The practice of classically based Western painting was predicated on the preparatory drawing, which provided a way to plan and envision the completed work, to be painted in the artist’s studio over an extended period of time with layer upon layer of oil paint. With the advent of plein air painting in the early 19th century, drawing was no longer considered prerequisite to the making of a painting as landscapes and other subjects painted quickly in the field and with a single layer of paint brought a breath of fresh air to the practice of painting. This change, in combination with other factors, led directly to the impressionist style.
However, the impressionists and post-impressionists continued to draw. This is perhaps most dramatically evident in Degas’ pastels, which are nothing more or less than colored drawings, and are arguably his definitive works. This exhibition is about the further continuance of drawing in the 20th century through to the present day in the context of modern and contemporary art. These genres have been stereotypically considered anti-classical, i.e. “avant-garde,” a term one 20th century French artist said should be confined to references specific to the French military, owing to the misunderstandings that have arisen from the use of this term which has been taken to mean that modern and contemporary art are disconnected from the art that came before them.
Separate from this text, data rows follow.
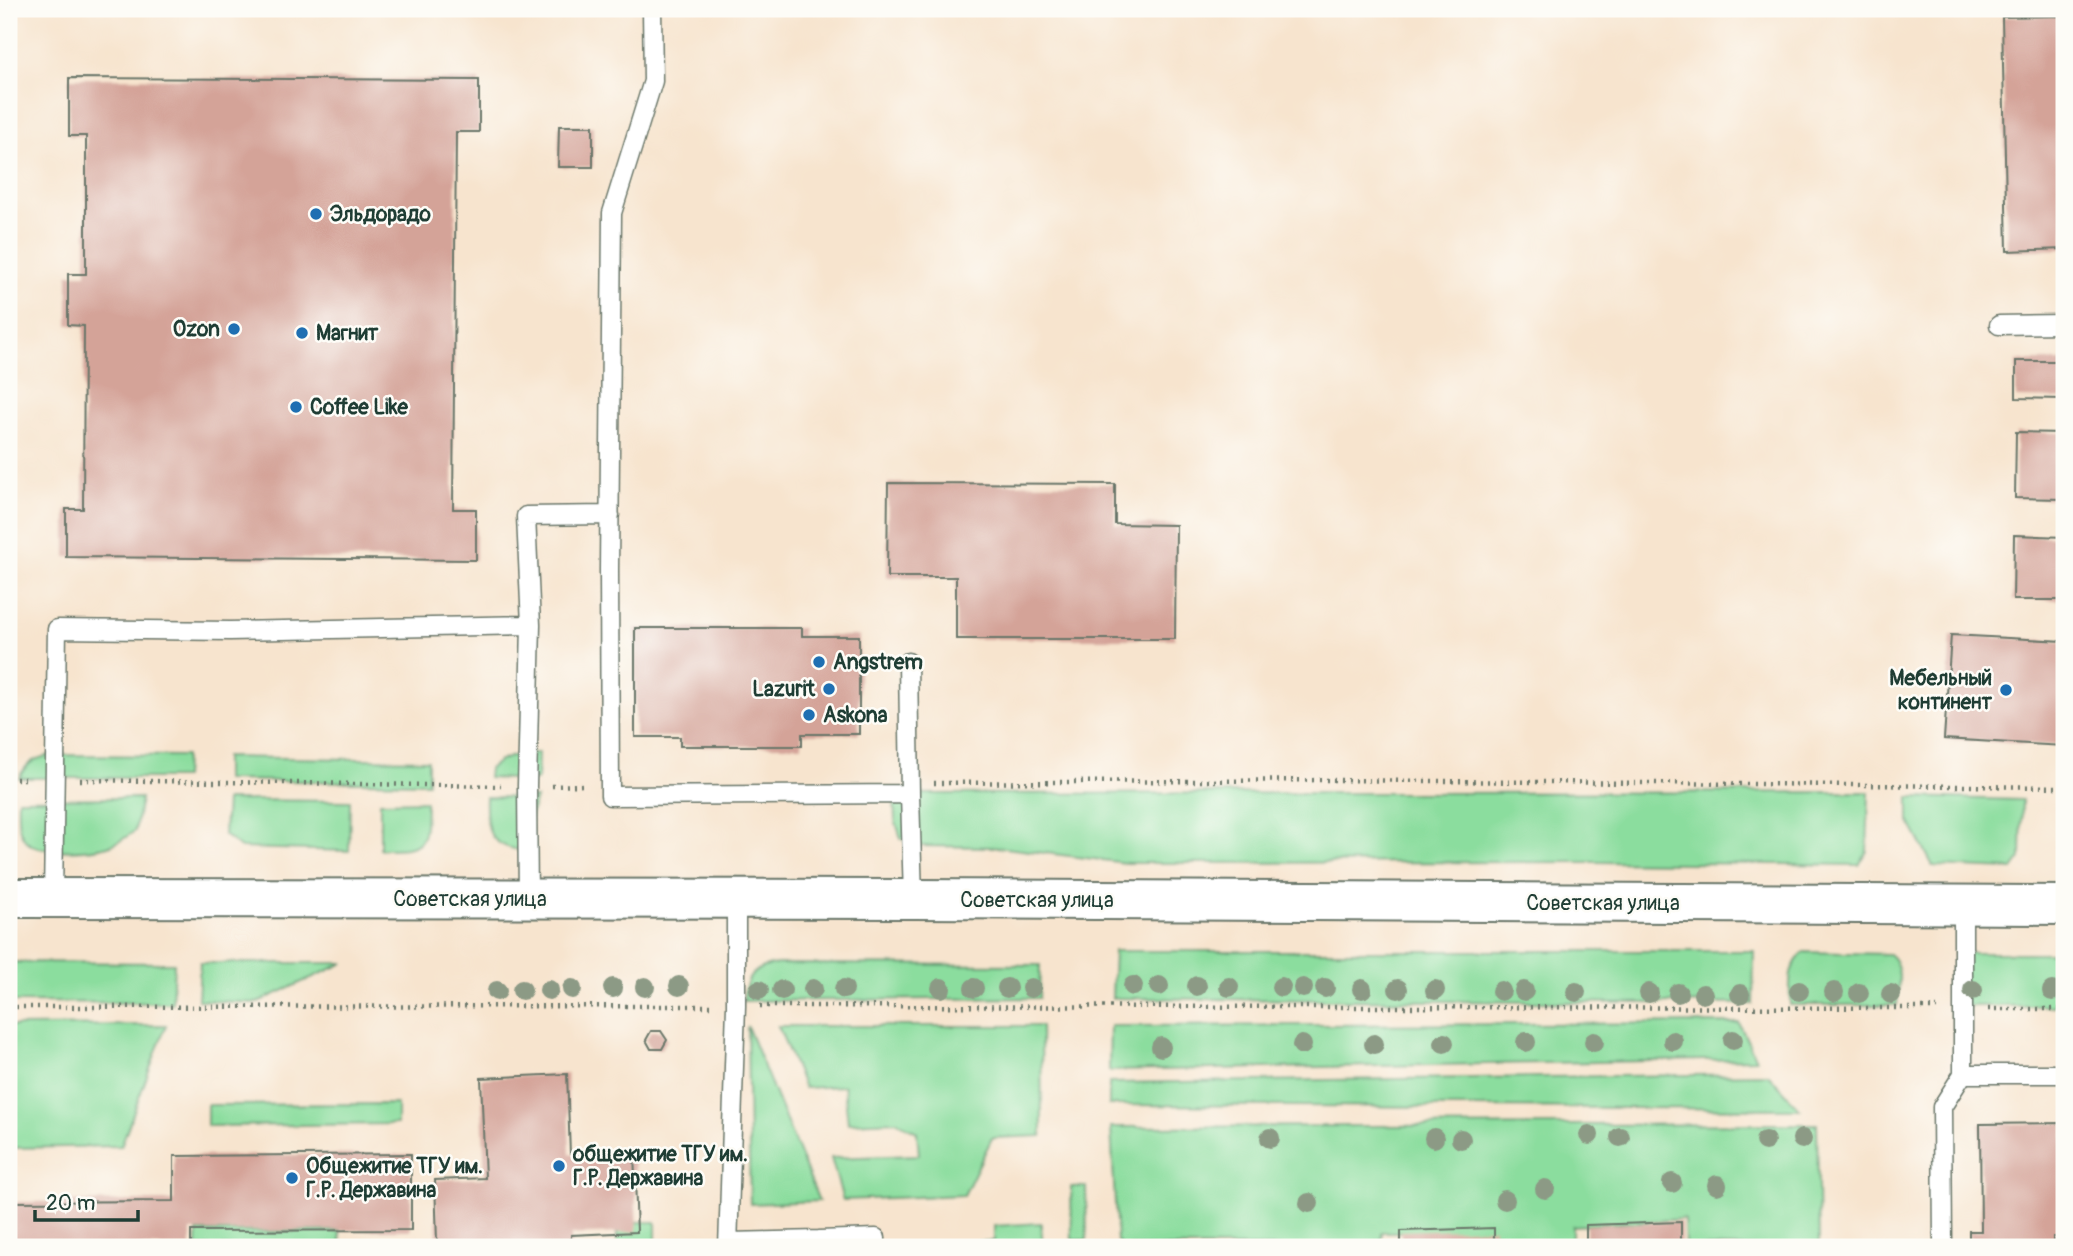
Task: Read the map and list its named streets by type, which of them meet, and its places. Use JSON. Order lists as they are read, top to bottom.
{
  "streets": {
    "main road": ["Советская улица"]
  },
  "places": [
    "Эльдорадо",
    "Ozon",
    "Магнит",
    "Coffee Like",
    "Angstrem",
    "Lazurit",
    "Мебельный континент",
    "Askona",
    "общежитие ТГУ им. Г.Р. Державина",
    "Общежитие ТГУ им. Г.Р. Державина"
  ],
  "scale_bar": "20 m"
}
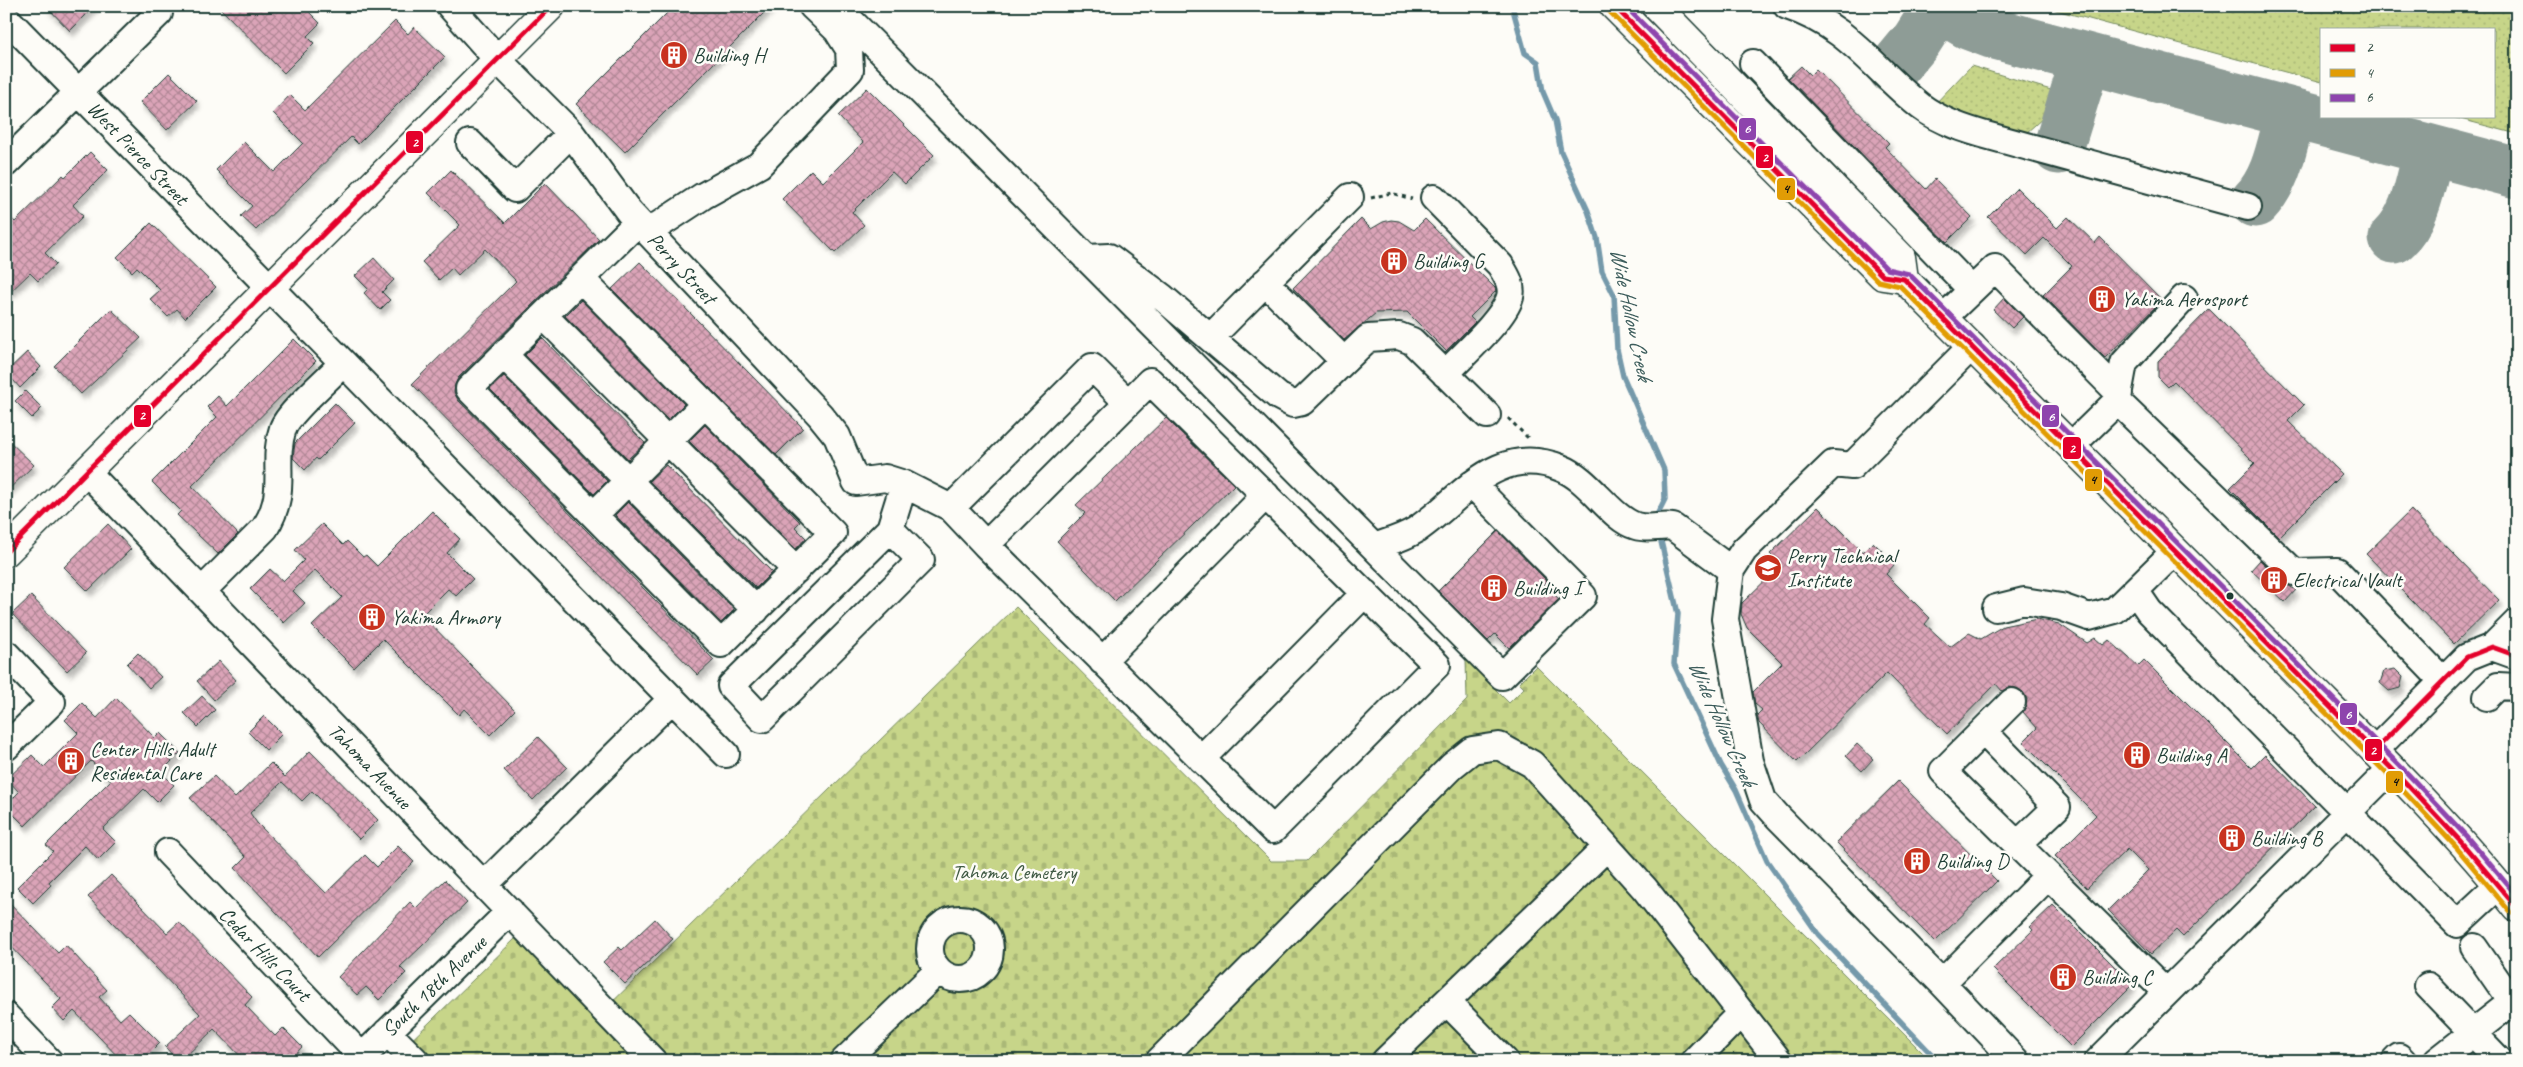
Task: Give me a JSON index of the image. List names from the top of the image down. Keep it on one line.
{"streets":{"street":["West Pierce Street","Perry Street","Tahoma Avenue","Cedar Hills Court","South 18th Avenue"]},"crossings":[["Tahoma Avenue","South 18th Avenue"],["Cedar Hills Court","South 18th Avenue"]],"water":["Wide Hollow Creek"],"parks":["Tahoma Cemetery"],"places":{"building":["Building H","Building G","Yakima Aerosport","Electrical Vault","Building I","Yakima Armory","Building A","Center Hills Adult Residental Care","Building B","Building D","Building C"],"school or university":["Perry Technical Institute"]},"lines":["transit line 2","transit line 6","transit line 4"],"legend":["2","4","6"]}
To the contrary, drawing has been relevant for some 30,000 years dating back to the caves at Lascaux, most likely always will be relevant (new media notwithstanding), and may be the best measure of an artist’s ability as it clearly reveals the extent of an artist’s capacity to create line and form, and express the subtle nuances thereof. In point of fact, each work in this exhibition is evidence that classical values have survived in the practice of modern and contemporary drawing.